Getting Data to Stakeholders
Having the right tools to actually make the decision is all well and good, but all decisions depend on insight professionals getting the right data to the right people at the right time, and present it in a way that captures their attention so our clients have no choice but to listen to the data and insights we present to them. Luckily, that’s what we do best.
Maria Twigge not too long ago explored how we can electrify data to help capture stakeholder attention so they actually listen to the data we present. In this article, Maria explored the use of data visualisation techniques, video delivery, embracing tension and inspiring discussions in interactive engagement to ensure that stakeholders engage with research results.

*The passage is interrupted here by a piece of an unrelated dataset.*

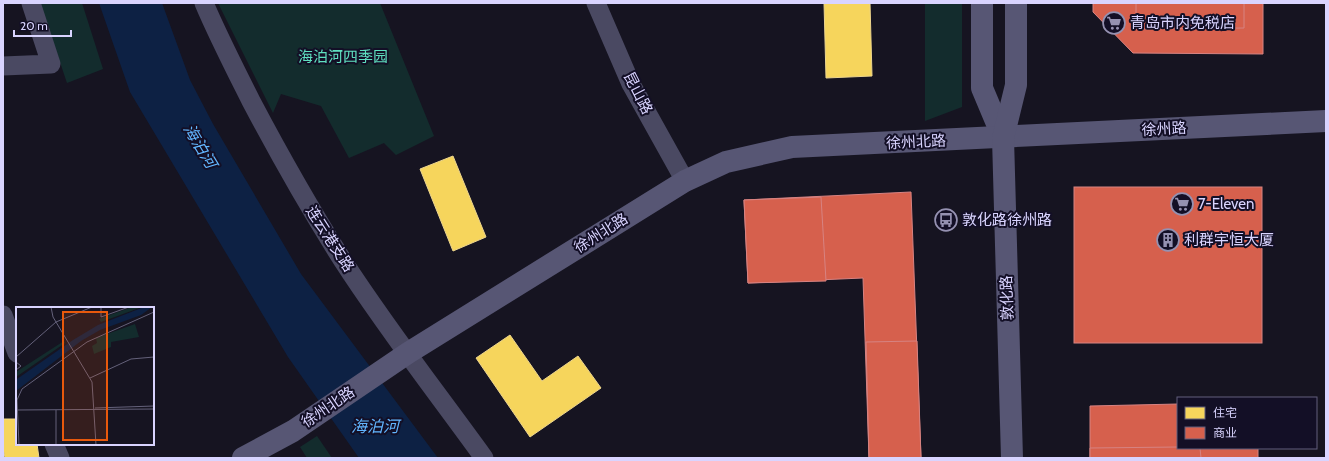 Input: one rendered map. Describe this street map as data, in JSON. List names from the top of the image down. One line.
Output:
{"streets":{"street":["昆山路","徐州路","徐州北路","连云港支路","敦化路"]},"crossings":[["昆山路","徐州北路"],["徐州路","徐州北路"],["徐州路","敦化路"],["徐州北路","连云港支路"],["徐州北路","敦化路"]],"water":["海泊河"],"parks":["海泊河四季园"],"places":{"supermarket":["青岛市内免税店","7-Eleven"],"bus stop":["敦化路徐州路"],"building":["利群宇恒大厦"]},"legend":["住宅","商业"],"scale_bar":"20 m"}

|From making sure you've got the right data, to finding the right decision-making model for you, data-driven decision making might be a bit more complex than the definition makes it out to be.|
Don’t be afraid to experiment with data delivery formats to find the right presentation technique for each stakeholder you come across so you can maximise the potential of your insights. Experimentation in this form can come in a number of ways, including blending the data formats to make it more comprehensive, cohesive, and exciting.
This might have all made data-driven decision-making sound a bit more complex than first thought, and while the premise is fairly simple, once you take a look under the surface you can see that there are different stages to making a data-driven decision: generating the right data, presenting it in an engaging way, using it in decision models to maximise potential, and evaluating at the end to make sure you’ve done the right thing.